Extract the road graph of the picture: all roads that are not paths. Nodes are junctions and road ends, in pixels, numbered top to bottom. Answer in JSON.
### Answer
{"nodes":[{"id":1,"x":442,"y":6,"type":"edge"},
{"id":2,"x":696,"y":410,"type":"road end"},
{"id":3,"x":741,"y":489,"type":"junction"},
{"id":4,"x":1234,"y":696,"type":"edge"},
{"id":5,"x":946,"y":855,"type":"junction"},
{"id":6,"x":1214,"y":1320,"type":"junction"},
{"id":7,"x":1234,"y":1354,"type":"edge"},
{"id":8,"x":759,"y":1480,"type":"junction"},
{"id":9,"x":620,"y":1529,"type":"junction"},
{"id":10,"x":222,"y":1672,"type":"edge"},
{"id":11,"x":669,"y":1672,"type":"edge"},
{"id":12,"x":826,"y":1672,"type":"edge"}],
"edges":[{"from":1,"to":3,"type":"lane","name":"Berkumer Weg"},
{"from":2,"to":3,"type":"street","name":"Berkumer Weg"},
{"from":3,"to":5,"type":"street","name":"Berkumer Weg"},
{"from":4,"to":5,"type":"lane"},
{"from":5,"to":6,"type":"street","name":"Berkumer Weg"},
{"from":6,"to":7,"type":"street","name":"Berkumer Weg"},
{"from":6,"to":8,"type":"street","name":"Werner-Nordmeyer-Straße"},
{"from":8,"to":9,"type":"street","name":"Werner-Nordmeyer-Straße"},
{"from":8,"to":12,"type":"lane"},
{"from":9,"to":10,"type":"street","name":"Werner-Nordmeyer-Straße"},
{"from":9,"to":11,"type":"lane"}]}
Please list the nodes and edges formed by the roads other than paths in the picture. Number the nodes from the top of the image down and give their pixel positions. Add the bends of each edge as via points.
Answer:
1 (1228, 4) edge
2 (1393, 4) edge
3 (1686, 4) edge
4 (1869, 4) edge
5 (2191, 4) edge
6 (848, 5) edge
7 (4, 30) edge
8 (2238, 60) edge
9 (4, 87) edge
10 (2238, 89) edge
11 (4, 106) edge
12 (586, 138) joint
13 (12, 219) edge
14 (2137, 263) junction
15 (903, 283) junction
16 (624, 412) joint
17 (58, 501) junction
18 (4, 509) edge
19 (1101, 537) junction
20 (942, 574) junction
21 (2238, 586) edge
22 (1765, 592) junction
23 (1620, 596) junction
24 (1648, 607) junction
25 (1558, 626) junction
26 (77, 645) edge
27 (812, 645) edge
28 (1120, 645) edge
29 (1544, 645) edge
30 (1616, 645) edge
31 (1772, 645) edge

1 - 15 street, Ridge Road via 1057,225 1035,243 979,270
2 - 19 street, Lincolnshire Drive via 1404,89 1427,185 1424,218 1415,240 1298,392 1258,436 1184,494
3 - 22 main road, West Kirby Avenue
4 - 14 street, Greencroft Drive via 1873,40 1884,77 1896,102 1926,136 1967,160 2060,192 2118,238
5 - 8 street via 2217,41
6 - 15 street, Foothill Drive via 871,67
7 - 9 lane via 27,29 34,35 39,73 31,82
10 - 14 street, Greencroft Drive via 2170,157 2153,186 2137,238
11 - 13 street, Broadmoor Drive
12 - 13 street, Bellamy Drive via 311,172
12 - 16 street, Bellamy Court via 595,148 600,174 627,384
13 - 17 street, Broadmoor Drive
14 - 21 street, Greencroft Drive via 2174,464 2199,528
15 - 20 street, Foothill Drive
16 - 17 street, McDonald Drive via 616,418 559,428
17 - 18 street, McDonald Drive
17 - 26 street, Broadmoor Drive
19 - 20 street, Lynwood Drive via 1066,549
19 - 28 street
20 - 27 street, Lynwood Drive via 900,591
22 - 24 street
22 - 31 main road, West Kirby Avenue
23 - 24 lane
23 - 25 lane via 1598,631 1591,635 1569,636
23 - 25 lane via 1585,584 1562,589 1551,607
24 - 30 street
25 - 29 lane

☆ ☆ ☆ ☆ ☆ ☆ ☆

- [AIM OF THE TASK]:
When you copy the data, keep every line word for word.

- [RESULT BELOW]:
Extract the road graph of the picture: all roads that are not paths. Nodes are junctions and road ends, in pixels, numbered top to bottom. Answer in JSON.
### Answer
{"nodes":[{"id":1,"x":442,"y":6,"type":"edge"},
{"id":2,"x":696,"y":410,"type":"road end"},
{"id":3,"x":741,"y":489,"type":"junction"},
{"id":4,"x":1234,"y":696,"type":"edge"},
{"id":5,"x":946,"y":855,"type":"junction"},
{"id":6,"x":1214,"y":1320,"type":"junction"},
{"id":7,"x":1234,"y":1354,"type":"edge"},
{"id":8,"x":759,"y":1480,"type":"junction"},
{"id":9,"x":620,"y":1529,"type":"junction"},
{"id":10,"x":222,"y":1672,"type":"edge"},
{"id":11,"x":669,"y":1672,"type":"edge"},
{"id":12,"x":826,"y":1672,"type":"edge"}],
"edges":[{"from":1,"to":3,"type":"lane","name":"Berkumer Weg"},
{"from":2,"to":3,"type":"street","name":"Berkumer Weg"},
{"from":3,"to":5,"type":"street","name":"Berkumer Weg"},
{"from":4,"to":5,"type":"lane"},
{"from":5,"to":6,"type":"street","name":"Berkumer Weg"},
{"from":6,"to":7,"type":"street","name":"Berkumer Weg"},
{"from":6,"to":8,"type":"street","name":"Werner-Nordmeyer-Straße"},
{"from":8,"to":9,"type":"street","name":"Werner-Nordmeyer-Straße"},
{"from":8,"to":12,"type":"lane"},
{"from":9,"to":10,"type":"street","name":"Werner-Nordmeyer-Straße"},
{"from":9,"to":11,"type":"lane"}]}
Please list the nodes and edges formed by the roads other than paths in the picture. Number the nodes from the top of the image down and give their pixel positions. Add the bends of each edge as via points.
Answer:
1 (1228, 4) edge
2 (1393, 4) edge
3 (1686, 4) edge
4 (1869, 4) edge
5 (2191, 4) edge
6 (848, 5) edge
7 (4, 30) edge
8 (2238, 60) edge
9 (4, 87) edge
10 (2238, 89) edge
11 (4, 106) edge
12 (586, 138) joint
13 (12, 219) edge
14 (2137, 263) junction
15 (903, 283) junction
16 (624, 412) joint
17 (58, 501) junction
18 (4, 509) edge
19 (1101, 537) junction
20 (942, 574) junction
21 (2238, 586) edge
22 (1765, 592) junction
23 (1620, 596) junction
24 (1648, 607) junction
25 (1558, 626) junction
26 (77, 645) edge
27 (812, 645) edge
28 (1120, 645) edge
29 (1544, 645) edge
30 (1616, 645) edge
31 (1772, 645) edge

1 - 15 street, Ridge Road via 1057,225 1035,243 979,270
2 - 19 street, Lincolnshire Drive via 1404,89 1427,185 1424,218 1415,240 1298,392 1258,436 1184,494
3 - 22 main road, West Kirby Avenue
4 - 14 street, Greencroft Drive via 1873,40 1884,77 1896,102 1926,136 1967,160 2060,192 2118,238
5 - 8 street via 2217,41
6 - 15 street, Foothill Drive via 871,67
7 - 9 lane via 27,29 34,35 39,73 31,82
10 - 14 street, Greencroft Drive via 2170,157 2153,186 2137,238
11 - 13 street, Broadmoor Drive
12 - 13 street, Bellamy Drive via 311,172
12 - 16 street, Bellamy Court via 595,148 600,174 627,384
13 - 17 street, Broadmoor Drive
14 - 21 street, Greencroft Drive via 2174,464 2199,528
15 - 20 street, Foothill Drive
16 - 17 street, McDonald Drive via 616,418 559,428
17 - 18 street, McDonald Drive
17 - 26 street, Broadmoor Drive
19 - 20 street, Lynwood Drive via 1066,549
19 - 28 street
20 - 27 street, Lynwood Drive via 900,591
22 - 24 street
22 - 31 main road, West Kirby Avenue
23 - 24 lane
23 - 25 lane via 1598,631 1591,635 1569,636
23 - 25 lane via 1585,584 1562,589 1551,607
24 - 30 street
25 - 29 lane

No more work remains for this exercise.